The Byzantine Text-Type & New Testament Textual Criticism
This text argues and provides evidence for the view that the Byzantine text should be taken seriously as a potential witness to ancient readings, but should not be made determinative, as some advocate.
Should the Byzantine text-type be considered valuable in determining the original text of the New Testament? Does it bear independent witness to ancient readings?
Dr. Harry Sturz, in a book published in 1984, maintained that it should be valued and that it could help with finding older readings and thus contribute to our knowledge of and confidence in the text of the Greek New Testament. His position, that the Byzantine text-type should be weighed along with other witnesses to the ancient text, differs from those who dismiss Byzantine manuscripts, which were largely copied later, but also from those who hold that the Byzantine text has priority or even is determinative of what the final reading should be. He uses carefully laid out arguments and numerous specific examples in making his case.
This book is divided into two parts. The first outlines the positions both for relying on the Byzantine text and for largely ignoring it. Part two examines the evidence and outlines an argument that neither side of this debate should win the field, but rather that the Byzantine text should be valued, but not made exclusive.

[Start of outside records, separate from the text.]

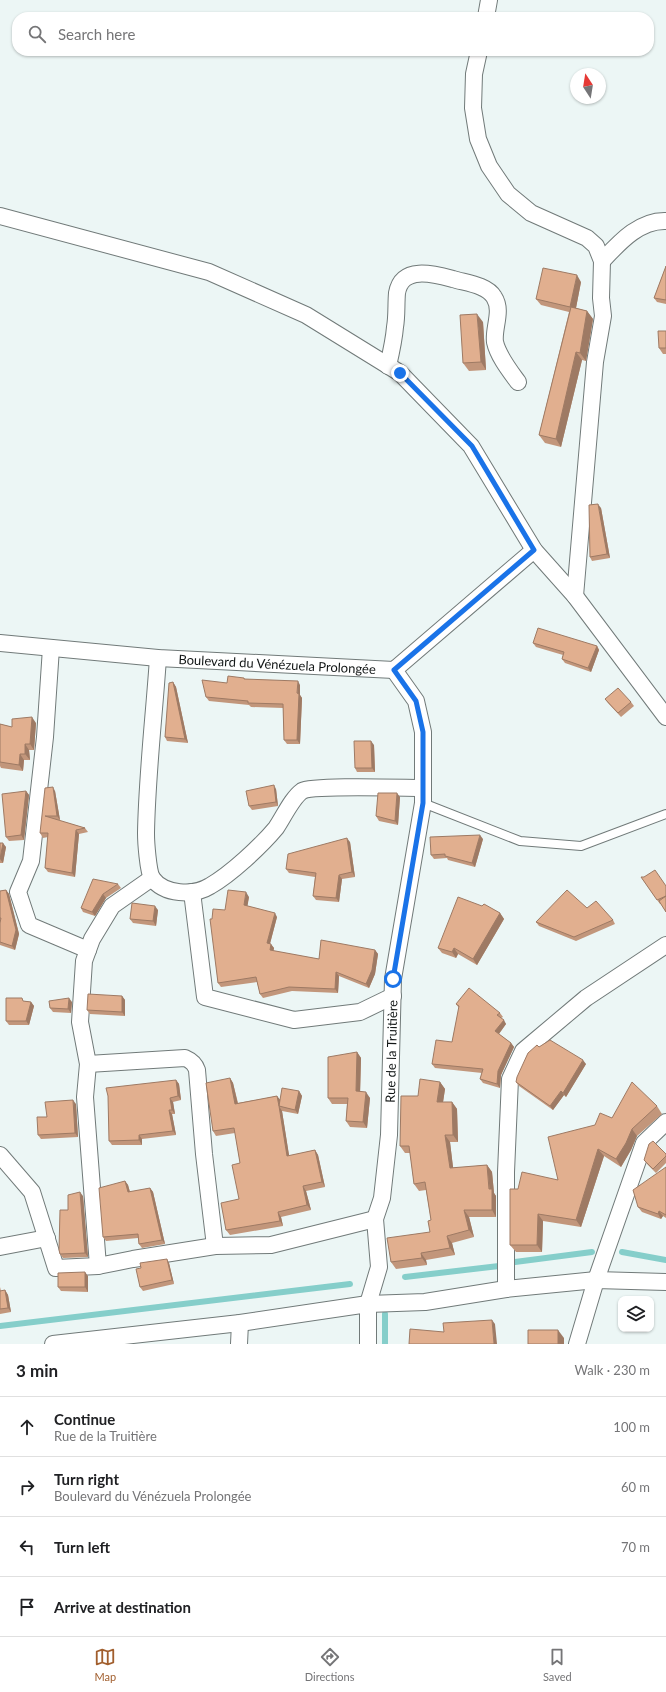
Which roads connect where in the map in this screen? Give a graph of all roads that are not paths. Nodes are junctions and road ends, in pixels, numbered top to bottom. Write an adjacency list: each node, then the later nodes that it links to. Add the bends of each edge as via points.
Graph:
1 (489, 0): 2 (street)
2 (487, 12)
3 (478, 56): 6 (street, via 474,74 473,108 478,139 489,166 508,194 531,213 587,238 596,246)
4 (0, 216): 7 (street, via 208,272 306,315)
5 (666, 221): 6 (street, via 643,226 626,236)
6 (602, 261): 10 (street, via 603,316 595,362)
7 (388, 366): 8 (street, via 401,282 416,273 434,274 475,285 494,297 498,313 495,344); 9 (street, via 400,373 472,446)
8 (518, 382)
9 (534, 550): 10 (street); 14 (street, Boulevard du Vénézuela Prolongée)
10 (575, 596): 15 (street)
11 (0, 643): 12 (street, Boulevard du Vénézuela Prolongée)
12 (51, 648): 13 (street, Boulevard du Vénézuela Prolongée); 21 (street, via 45,737 31,861 18,892 29,925)
13 (158, 658): 14 (street, Boulevard du Vénézuela Prolongée); 18 (street, via 146,835)
14 (394, 670): 16 (street, Rue de la Truitière, via 416,701 423,732)
15 (666, 717)
16 (423, 796): 17 (lane, via 520,841 581,846); 19 (street, via 332,788 303,791 275,828 248,857 210,887); 22 (street, Rue de la Truitière, via 393,979)
17 (666, 814)
18 (152, 878): 19 (street, via 162,887 175,892); 21 (street, via 112,906)
19 (192, 892): 22 (street, via 205,997 294,1020 360,1012)
20 (666, 945): 33 (street, via 586,998 523,1051 510,1078 506,1172)
21 (88, 950): 23 (street, via 84,961 80,1022)
22 (393, 996): 26 (street, Rue de la Truitière, via 389,1135 382,1198)
23 (88, 1064): 28 (street, via 185,1058 195,1065); 30 (street, via 84,1097)
24 (666, 1122): 31 (street, via 644,1143)
25 (0, 1155): 27 (street, via 32,1192)
26 (375, 1219): 28 (street, via 270,1245); 34 (street, Rue de la Truitière, via 379,1267)
27 (47, 1238): 29 (street); 30 (street, via 56,1268)
28 (215, 1246): 30 (street)
29 (0, 1247)
30 (98, 1266)
31 (596, 1280): 32 (street); 33 (street); 40 (street)
32 (666, 1282)
33 (506, 1289): 34 (street, via 425,1302)
34 (368, 1304): 35 (street); 39 (street, Rue de la Truitière)
35 (240, 1323): 36 (street); 38 (street)
36 (121, 1340): 37 (street)
37 (53, 1344)
38 (239, 1344)
39 (368, 1344)
40 (577, 1344)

Energion Publications is pleased to offer this reprint edition, reproducing the text of the old book exactly, and adding a preface by Dr. David Alan Black. We believe that Dr. Sturz’s arguments provide a strong case and are as relevant today as they were in 1984. We also believe that not just scholars but all believers should be made aware of discussions about the text of Scripture so that they can understand the arguments for the reliability of the text we have today.
This book is primarily aimed at students of New Testament textual criticism and at scholars who are seeking to refine their art. The first section especially is accessible to any serious reader. While the second section does include Greek text and excellent references, the main argument is clear and accessible.